#### Human keypoint data

▶

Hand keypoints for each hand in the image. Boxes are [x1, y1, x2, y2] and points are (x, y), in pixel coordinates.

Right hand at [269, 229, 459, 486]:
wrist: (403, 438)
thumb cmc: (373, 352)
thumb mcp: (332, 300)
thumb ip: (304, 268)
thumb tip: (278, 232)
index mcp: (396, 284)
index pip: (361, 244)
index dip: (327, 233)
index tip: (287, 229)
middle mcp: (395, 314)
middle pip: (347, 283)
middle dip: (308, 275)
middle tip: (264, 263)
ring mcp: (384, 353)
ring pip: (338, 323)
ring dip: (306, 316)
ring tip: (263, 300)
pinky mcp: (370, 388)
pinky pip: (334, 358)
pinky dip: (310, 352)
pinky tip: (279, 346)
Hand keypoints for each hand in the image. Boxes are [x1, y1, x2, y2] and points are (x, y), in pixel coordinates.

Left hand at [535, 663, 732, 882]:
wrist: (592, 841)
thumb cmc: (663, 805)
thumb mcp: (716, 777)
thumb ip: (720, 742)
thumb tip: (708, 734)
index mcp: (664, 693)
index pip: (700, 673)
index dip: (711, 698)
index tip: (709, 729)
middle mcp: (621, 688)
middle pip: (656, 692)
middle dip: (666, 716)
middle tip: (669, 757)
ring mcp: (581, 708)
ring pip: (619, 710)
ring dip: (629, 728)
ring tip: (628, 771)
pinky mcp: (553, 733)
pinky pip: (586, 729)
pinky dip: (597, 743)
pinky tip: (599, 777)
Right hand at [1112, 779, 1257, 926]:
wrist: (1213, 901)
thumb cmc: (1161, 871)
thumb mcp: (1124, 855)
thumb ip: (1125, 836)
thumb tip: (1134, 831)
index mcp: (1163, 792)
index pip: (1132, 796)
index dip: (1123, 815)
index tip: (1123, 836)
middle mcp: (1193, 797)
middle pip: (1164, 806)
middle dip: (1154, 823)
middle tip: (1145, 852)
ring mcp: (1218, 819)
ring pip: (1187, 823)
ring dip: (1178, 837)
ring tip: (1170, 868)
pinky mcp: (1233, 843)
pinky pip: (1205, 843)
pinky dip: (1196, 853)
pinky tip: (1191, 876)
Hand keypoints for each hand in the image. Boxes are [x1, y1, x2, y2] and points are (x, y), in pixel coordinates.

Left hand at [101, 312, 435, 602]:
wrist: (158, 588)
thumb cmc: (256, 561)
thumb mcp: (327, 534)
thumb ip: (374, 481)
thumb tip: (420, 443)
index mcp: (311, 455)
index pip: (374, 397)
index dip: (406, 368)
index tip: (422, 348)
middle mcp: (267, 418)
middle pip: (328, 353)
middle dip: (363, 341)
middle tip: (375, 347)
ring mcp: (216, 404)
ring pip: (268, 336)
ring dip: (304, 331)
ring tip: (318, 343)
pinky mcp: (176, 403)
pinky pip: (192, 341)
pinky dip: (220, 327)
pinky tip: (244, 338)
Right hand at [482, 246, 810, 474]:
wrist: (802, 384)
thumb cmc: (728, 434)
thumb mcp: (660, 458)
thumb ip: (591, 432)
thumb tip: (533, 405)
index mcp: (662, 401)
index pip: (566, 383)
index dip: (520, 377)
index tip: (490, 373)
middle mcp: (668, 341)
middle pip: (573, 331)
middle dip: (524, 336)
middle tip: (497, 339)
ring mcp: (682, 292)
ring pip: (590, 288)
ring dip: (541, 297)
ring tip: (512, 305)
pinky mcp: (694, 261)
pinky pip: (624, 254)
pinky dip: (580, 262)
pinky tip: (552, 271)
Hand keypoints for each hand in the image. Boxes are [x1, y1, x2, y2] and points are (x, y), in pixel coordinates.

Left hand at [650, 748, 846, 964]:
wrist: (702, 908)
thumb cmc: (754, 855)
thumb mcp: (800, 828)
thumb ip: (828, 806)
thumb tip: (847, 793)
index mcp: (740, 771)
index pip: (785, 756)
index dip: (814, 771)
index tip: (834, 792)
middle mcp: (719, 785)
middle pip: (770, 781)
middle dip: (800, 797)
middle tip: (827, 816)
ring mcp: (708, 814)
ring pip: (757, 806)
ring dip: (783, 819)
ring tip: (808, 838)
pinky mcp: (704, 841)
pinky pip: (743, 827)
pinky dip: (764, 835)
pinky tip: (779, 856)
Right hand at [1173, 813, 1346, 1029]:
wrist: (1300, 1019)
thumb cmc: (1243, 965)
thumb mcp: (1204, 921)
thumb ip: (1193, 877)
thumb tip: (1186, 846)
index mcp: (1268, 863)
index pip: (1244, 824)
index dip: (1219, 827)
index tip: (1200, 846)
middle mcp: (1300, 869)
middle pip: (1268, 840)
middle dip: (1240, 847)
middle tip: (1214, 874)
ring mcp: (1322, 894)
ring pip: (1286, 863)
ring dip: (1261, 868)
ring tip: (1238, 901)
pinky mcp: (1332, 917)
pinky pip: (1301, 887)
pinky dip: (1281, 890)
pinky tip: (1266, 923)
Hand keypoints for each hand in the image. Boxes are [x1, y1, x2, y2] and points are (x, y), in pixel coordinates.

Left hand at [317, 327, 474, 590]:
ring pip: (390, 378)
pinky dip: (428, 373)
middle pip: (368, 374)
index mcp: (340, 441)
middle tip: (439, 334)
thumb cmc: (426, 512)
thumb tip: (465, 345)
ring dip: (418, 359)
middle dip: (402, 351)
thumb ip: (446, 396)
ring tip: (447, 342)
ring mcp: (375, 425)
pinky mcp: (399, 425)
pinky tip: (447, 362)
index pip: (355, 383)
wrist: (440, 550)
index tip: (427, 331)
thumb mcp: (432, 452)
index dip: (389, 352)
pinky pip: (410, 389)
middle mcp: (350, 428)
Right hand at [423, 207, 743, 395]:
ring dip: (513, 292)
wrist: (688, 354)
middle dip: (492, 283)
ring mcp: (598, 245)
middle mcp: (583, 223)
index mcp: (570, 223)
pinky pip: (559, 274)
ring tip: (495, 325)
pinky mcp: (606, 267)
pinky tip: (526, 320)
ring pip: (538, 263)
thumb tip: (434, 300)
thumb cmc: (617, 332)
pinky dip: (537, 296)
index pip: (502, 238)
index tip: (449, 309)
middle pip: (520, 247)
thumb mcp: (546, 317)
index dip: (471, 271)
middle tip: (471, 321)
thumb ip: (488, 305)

◀

#### ASSIGNMENT
Gather all lines of the records that include the word "Right".

#### COMPLETED EXERCISE
Right hand at [269, 229, 459, 486]:
Right hand at [1112, 779, 1257, 926]:
Right hand at [482, 246, 810, 474]:
Right hand at [1173, 813, 1346, 1029]:
Right hand at [423, 207, 743, 395]:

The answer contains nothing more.